-------- Records for processing

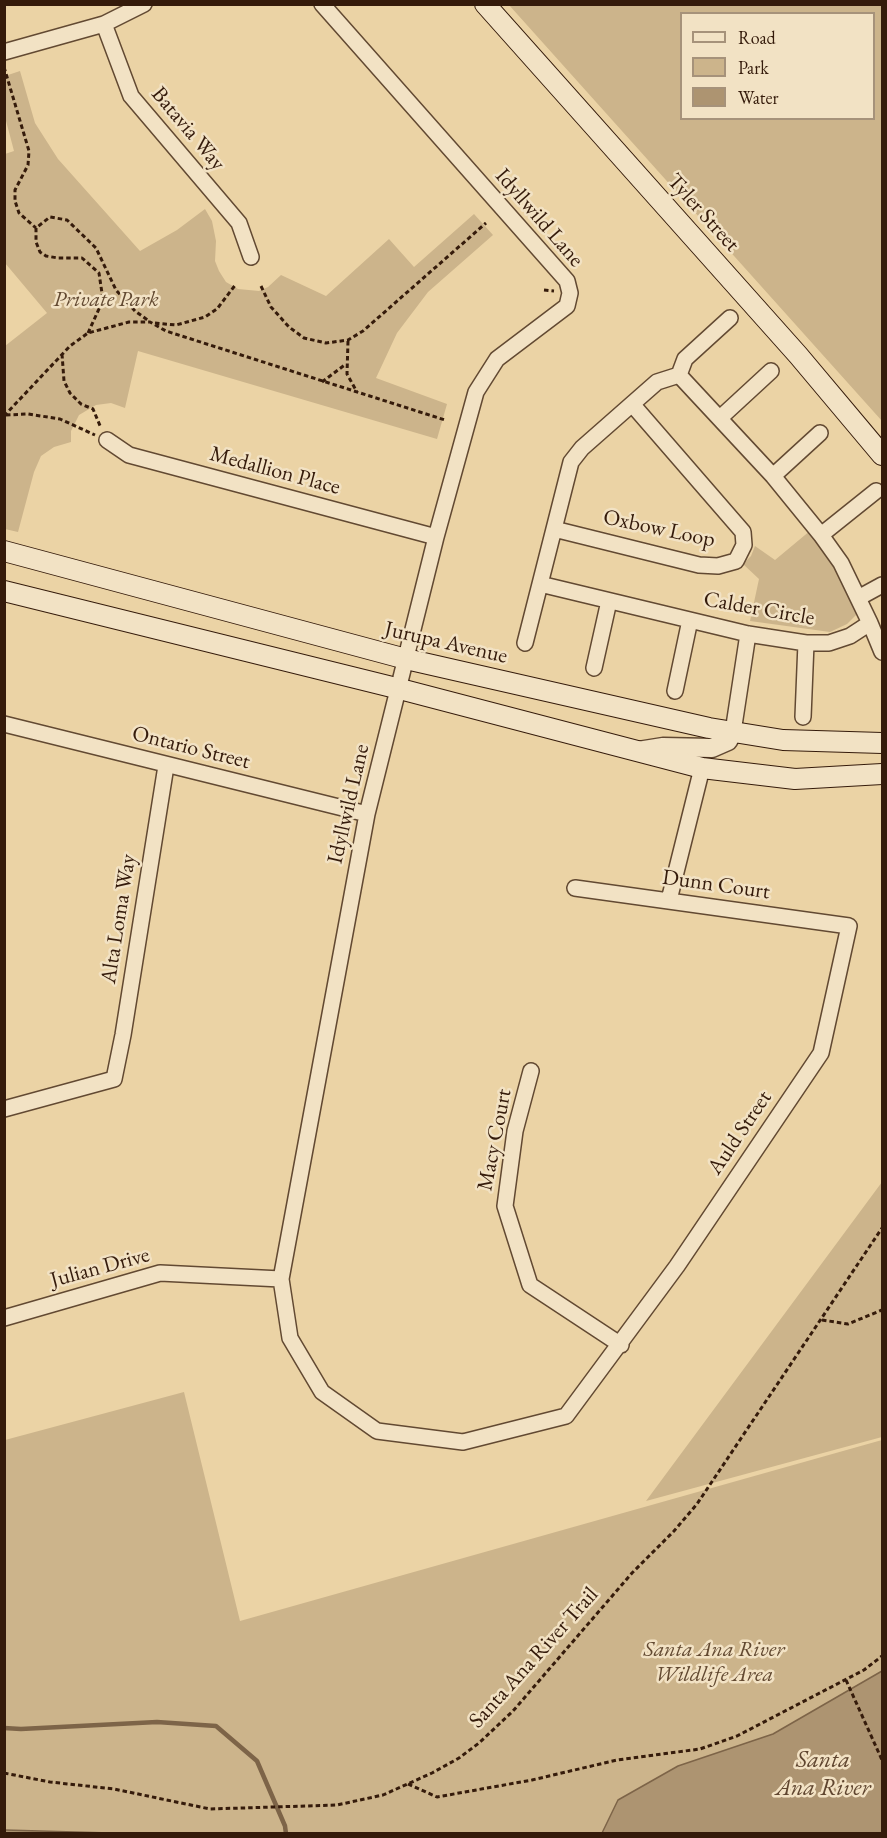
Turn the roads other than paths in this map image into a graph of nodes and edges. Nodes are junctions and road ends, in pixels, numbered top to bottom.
1 (144, 4) edge
2 (322, 4) edge
3 (485, 4) edge
4 (104, 24) junction
5 (4, 52) edge
6 (251, 256) dead end
7 (730, 318) dead end
8 (771, 371) dead end
9 (679, 375) junction
10 (632, 404) junction
11 (720, 418) junction
12 (820, 433) dead end
13 (107, 440) road end
14 (882, 455) edge
15 (773, 476) junction
16 (876, 491) dead end
17 (554, 529) junction
18 (821, 534) junction
19 (436, 537) junction
20 (4, 551) edge
21 (540, 584) junction
22 (882, 585) edge
23 (4, 591) edge
24 (860, 597) junction
25 (609, 601) junction
26 (690, 620) junction
27 (870, 622) junction
28 (747, 634) junction
29 (525, 643) dead end
30 (806, 643) junction
31 (882, 652) edge
32 (406, 659) junction
33 (594, 668) dead end
34 (400, 689) junction
35 (675, 691) dead end
36 (803, 717) dead end
37 (4, 724) edge
38 (733, 732) junction
39 (882, 743) edge
40 (636, 751) junction
41 (166, 766) junction
42 (702, 768) junction
43 (882, 774) edge
44 (368, 814) junction
45 (575, 888) dead end
46 (669, 900) junction
47 (849, 926) joint
48 (531, 1071) dead end
49 (4, 1109) edge
50 (281, 1279) junction
51 (4, 1318) edge
52 (621, 1345) junction

1 - 4 street
2 - 19 street, Idyllwild Lane
3 - 14 main road, Tyler Street
4 - 5 street
4 - 6 street, Batavia Way
7 - 9 street
8 - 11 street
9 - 10 street
9 - 11 street
10 - 17 street
10 - 17 street, Oxbow Loop
11 - 15 street
12 - 15 street
13 - 19 street, Medallion Place
15 - 18 street
16 - 18 street
17 - 21 street
18 - 24 street
19 - 32 street, Idyllwild Lane
20 - 32 main road, Jurupa Avenue
21 - 25 street, Calder Circle
21 - 29 street
22 - 24 street
23 - 34 main road
24 - 27 street
25 - 26 street, Calder Circle
25 - 33 street
26 - 28 street, Calder Circle
26 - 35 street
27 - 30 street, Calder Circle
27 - 31 street
28 - 30 street, Calder Circle
28 - 38 street
30 - 36 street
32 - 34 street, Idyllwild Lane
32 - 38 main road, Jurupa Avenue
34 - 40 main road
34 - 44 street, Idyllwild Lane
37 - 41 street, Ontario Street
38 - 39 main road, Jurupa Avenue
38 - 40 street
40 - 42 main road
41 - 44 street, Ontario Street
41 - 49 street, Alta Loma Way
42 - 43 main road
42 - 46 street
44 - 50 street, Idyllwild Lane
45 - 46 street, Dunn Court
46 - 47 street, Dunn Court
47 - 52 street, Auld Street
48 - 52 street, Macy Court
50 - 51 street, Julian Drive
50 - 52 street, Idyllwild Lane

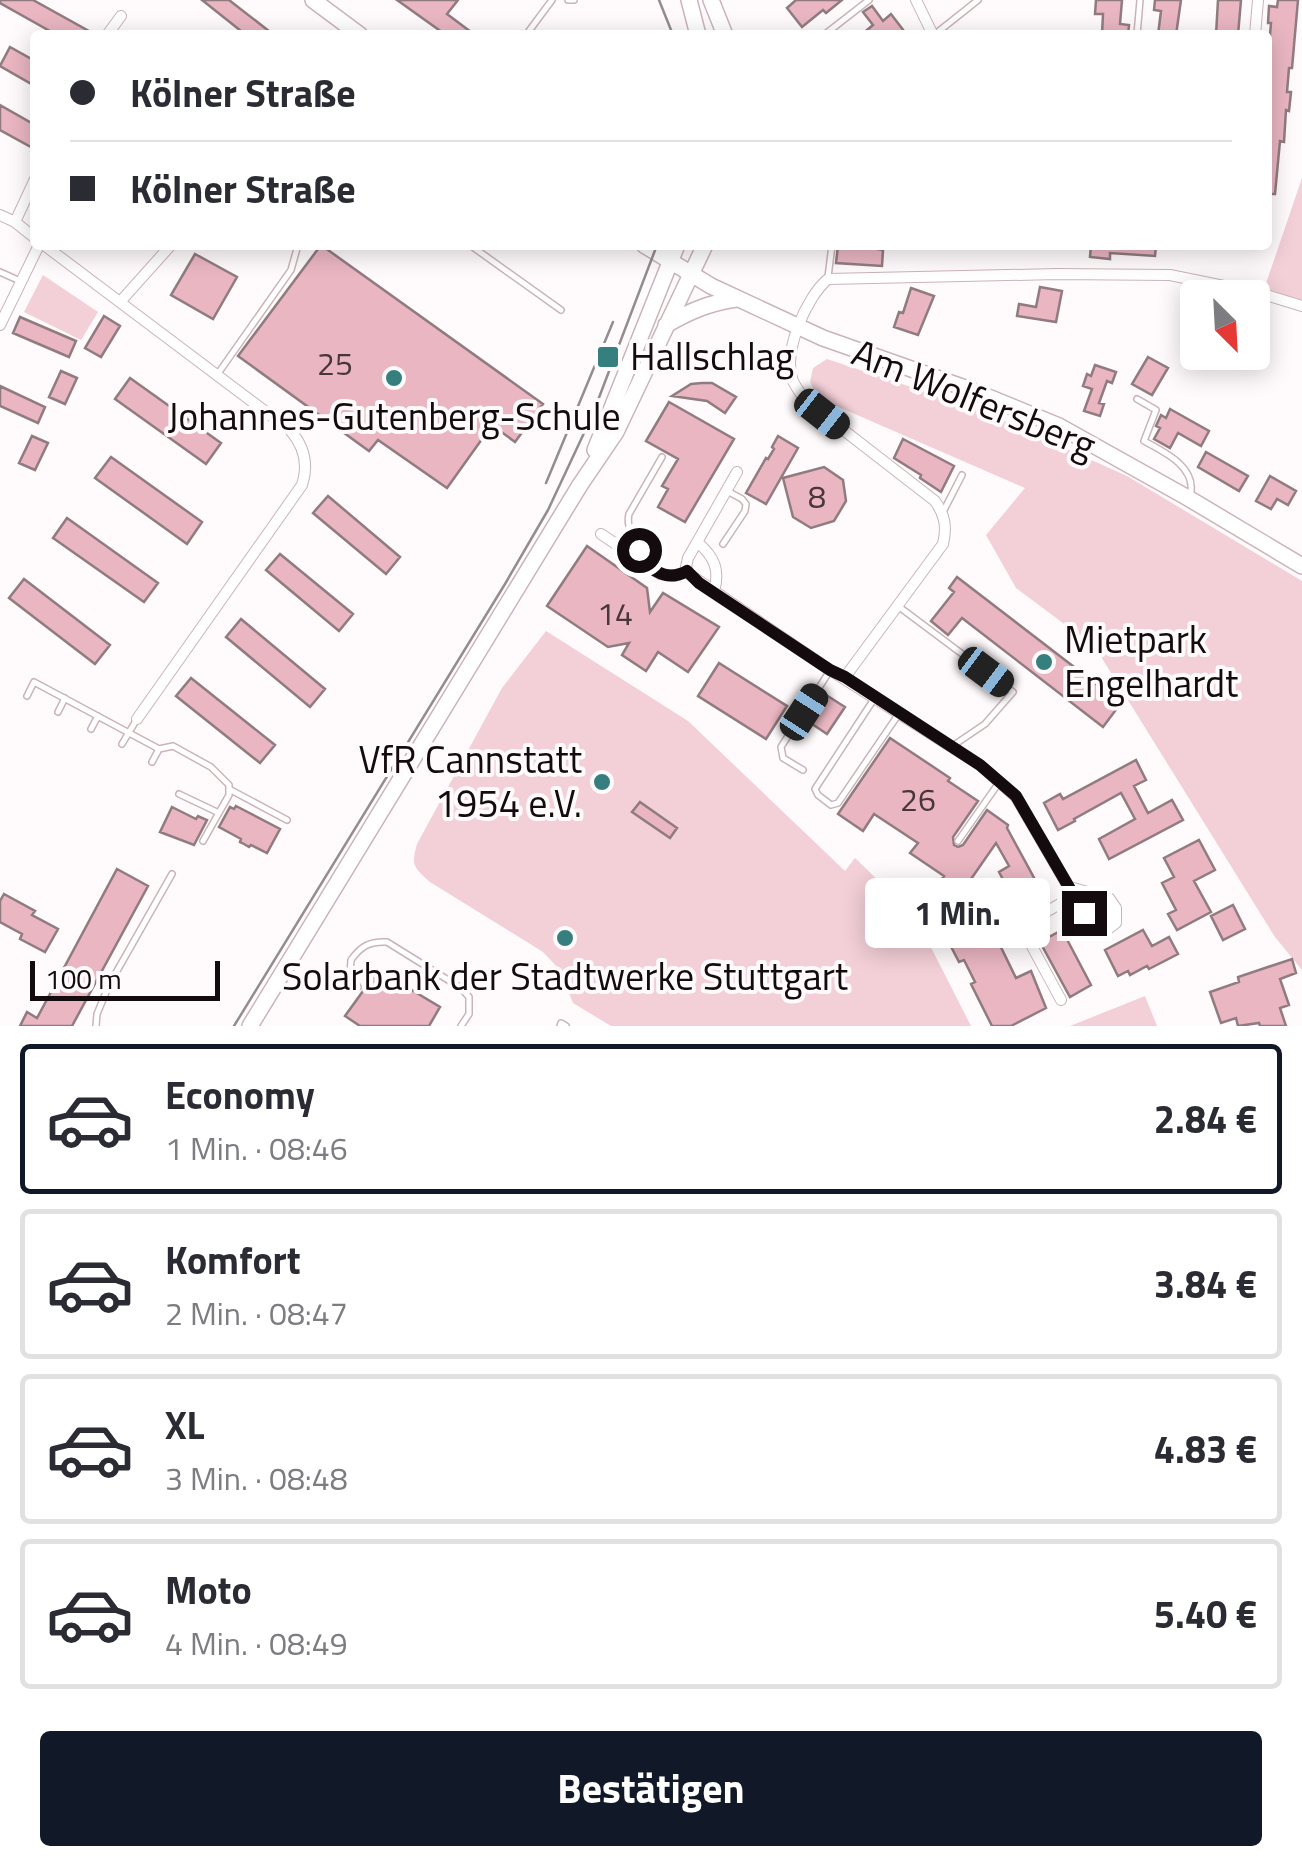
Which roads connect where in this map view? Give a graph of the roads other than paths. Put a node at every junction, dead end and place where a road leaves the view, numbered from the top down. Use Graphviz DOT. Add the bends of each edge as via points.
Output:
graph roads {
  1 [pos="313,0"];
  2 [pos="552,0"];
  3 [pos="711,0"];
  4 [pos="869,0"];
  5 [pos="916,0"];
  6 [pos="978,0"];
  7 [pos="1140,0"];
  8 [pos="1258,0"];
  9 [pos="693,1"];
  10 [pos="122,16"];
  11 [pos="111,30"];
  12 [pos="353,30"];
  13 [pos="530,30"];
  14 [pos="697,30"];
  15 [pos="723,30"];
  16 [pos="830,30"];
  17 [pos="931,30"];
  18 [pos="940,30"];
  19 [pos="1137,30"];
  20 [pos="1255,30"];
  21 [pos="30,190"];
  22 [pos="0,216"];
  23 [pos="15,222"];
  24 [pos="30,234"];
  25 [pos="39,250"];
  26 [pos="49,250"];
  27 [pos="167,250"];
  28 [pos="297,250"];
  29 [pos="477,250"];
  30 [pos="652,250"];
  31 [pos="675,250"];
  32 [pos="702,250"];
  33 [pos="831,250"];
  34 [pos="670,262"];
  35 [pos="0,272"];
  36 [pos="691,275"];
  37 [pos="828,278"];
  38 [pos="20,282"];
  39 [pos="739,299"];
  40 [pos="120,302"];
  41 [pos="1302,306"];
  42 [pos="561,310"];
  43 [pos="0,325"];
  44 [pos="666,326"];
  45 [pos="799,327"];
  46 [pos="218,376"];
  47 [pos="1137,399"];
  48 [pos="662,457"];
  49 [pos="737,472"];
  50 [pos="962,475"];
  51 [pos="580,485"];
  52 [pos="726,490"];
  53 [pos="1188,498"];
  54 [pos="943,512"];
  55 [pos="601,534"];
  56 [pos="697,542"];
  57 [pos="724,544"];
  58 [pos="638,560"];
  59 [pos="1302,566"];
  60 [pos="687,571"];
  61 [pos="714,592"];
  62 [pos="898,606"];
  63 [pos="830,670"];
  64 [pos="845,677"];
  65 [pos="27,696"];
  66 [pos="875,697"];
  67 [pos="65,698"];
  68 [pos="58,712"];
  69 [pos="900,713"];
  70 [pos="98,716"];
  71 [pos="137,719"];
  72 [pos="91,729"];
  73 [pos="129,732"];
  74 [pos="122,744"];
  75 [pos="951,746"];
  76 [pos="159,749"];
  77 [pos="152,762"];
  78 [pos="803,770"];
  79 [pos="1000,782"];
  80 [pos="229,789"];
  81 [pos="179,794"];
  82 [pos="218,814"];
  83 [pos="287,820"];
  84 [pos="203,841"];
  85 [pos="958,841"];
  86 [pos="172,874"];
  87 [pos="1072,891"];
  88 [pos="358,987"];
  89 [pos="1061,1000"];
  90 [pos="96,1026"];
  91 [pos="250,1026"];
  92 [pos="461,1026"];
  1 -- 12 [label="main road"];
  2 -- 13 [label="lane"];
  3 -- 15 [label="main road"];
  4 -- 16 [label="lane"];
  5 -- 17 [label="street"];
  6 -- 18 [label="lane"];
  7 -- 19 [label="lane"];
  8 -- 20 [label="street"];
  9 -- 14 [label="main road"];
  10 -- 11 [label="street"];
  21 -- 23 [label="street"];
  22 -- 23 [label="street"];
  23 -- 24 [label="street"];
  25 -- 38 [label="street"];
  26 -- 40 [label="street"];
  27 -- 40 [label="street"];
  28 -- 46 [label="lane" via="291,270"];
  29 -- 42 [label="lane"];
  30 -- 34 [label="main road"];
  31 -- 34 [label="main road"];
  32 -- 36 [label="main road"];
  33 -- 37 [label="lane"];
  34 -- 36 [label="main road"];
  34 -- 51 [label="main road"];
  35 -- 38 [label="lane"];
  36 -- 39 [label="main road, Am Wolfersberg"];
  36 -- 44 [label="main road"];
  37 -- 41 [label="street" via="1170,275"];
  37 -- 45 [label="street"];
  38 -- 43 [label="street"];
  39 -- 44 [label="main road" via="712,302"];
  39 -- 45 [label="main road, Am Wolfersberg"];
  40 -- 46 [label="street"];
  44 -- 51 [label="main road" via="616,432"];
  45 -- 53 [label="main road, Am Wolfersberg" via="1059,426"];
  45 -- 54 [label="street" via="790,355 792,380 806,402"];
  46 -- 71 [label="street" via="290,430 302,447 306,474"];
  47 -- 53 [label="lane" via="1156,410 1144,440 1178,460 1192,484"];
  48 -- 58 [label="lane" via="629,514"];
  49 -- 52 [label="street"];
  50 -- 54 [label="lane"];
  51 -- 91 [label="main road"];
  52 -- 56 [label="street"];
  52 -- 57 [label="lane" via="746,504"];
  53 -- 59 [label="main road, Am Wolfersberg"];
  54 -- 62 [label="street" via="943,544"];
  55 -- 58 [label="street"];
  56 -- 60 [label="street"];
  56 -- 61 [label="street" via="714,558"];
  58 -- 60 [label="street" via="667,577"];
  60 -- 61 [label="street"];
  61 -- 63 [label="street"];
  62 -- 64 [label="street"];
  62 -- 75 [label="lane" via="1013,692 985,724"];
  63 -- 64 [label="street"];
  63 -- 78 [label="lane" via="781,747 782,758"];
  64 -- 66 [label="street"];
  65 -- 67 [label="lane" via="34,682"];
  66 -- 69 [label="street"];
  66 -- 69 [label="lane" via="816,790 832,805"];
  67 -- 68 [label="lane"];
  67 -- 70 [label="lane"];
  69 -- 75 [label="street"];
  70 -- 72 [label="lane"];
  70 -- 73 [label="lane"];
  71 -- 73 [label="lane"];
  73 -- 74 [label="lane"];
  73 -- 76 [label="lane"];
  75 -- 79 [label="street"];
  76 -- 77 [label="lane"];
  76 -- 80 [label="lane" via="173,746 211,767"];
  79 -- 85 [label="lane"];
  79 -- 87 [label="street" via="1016,796"];
  80 -- 82 [label="lane"];
  80 -- 83 [label="lane"];
  81 -- 82 [label="lane"];
  82 -- 84 [label="lane"];
  86 -- 90 [label="lane" via="109,985"];
  87 -- 87 [label="street" via="1094,931 1116,923 1109,898"];
  87 -- 89 [label="street" via="1021,926"];
  88 -- 92 [label="lane" via="351,960 363,947 387,942 469,997"];
}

----------------

Sift the material for lines with the string "this". Copy each one found.

Turn the roads other than paths in this map image into a graph of nodes and edges. Nodes are junctions and road ends, in pixels, numbered top to bottom.
Which roads connect where in this map view? Give a graph of the roads other than paths. Put a node at every junction, dead end and place where a road leaves the view, numbered from the top down. Use Graphviz DOT. Add the bends of each edge as via points.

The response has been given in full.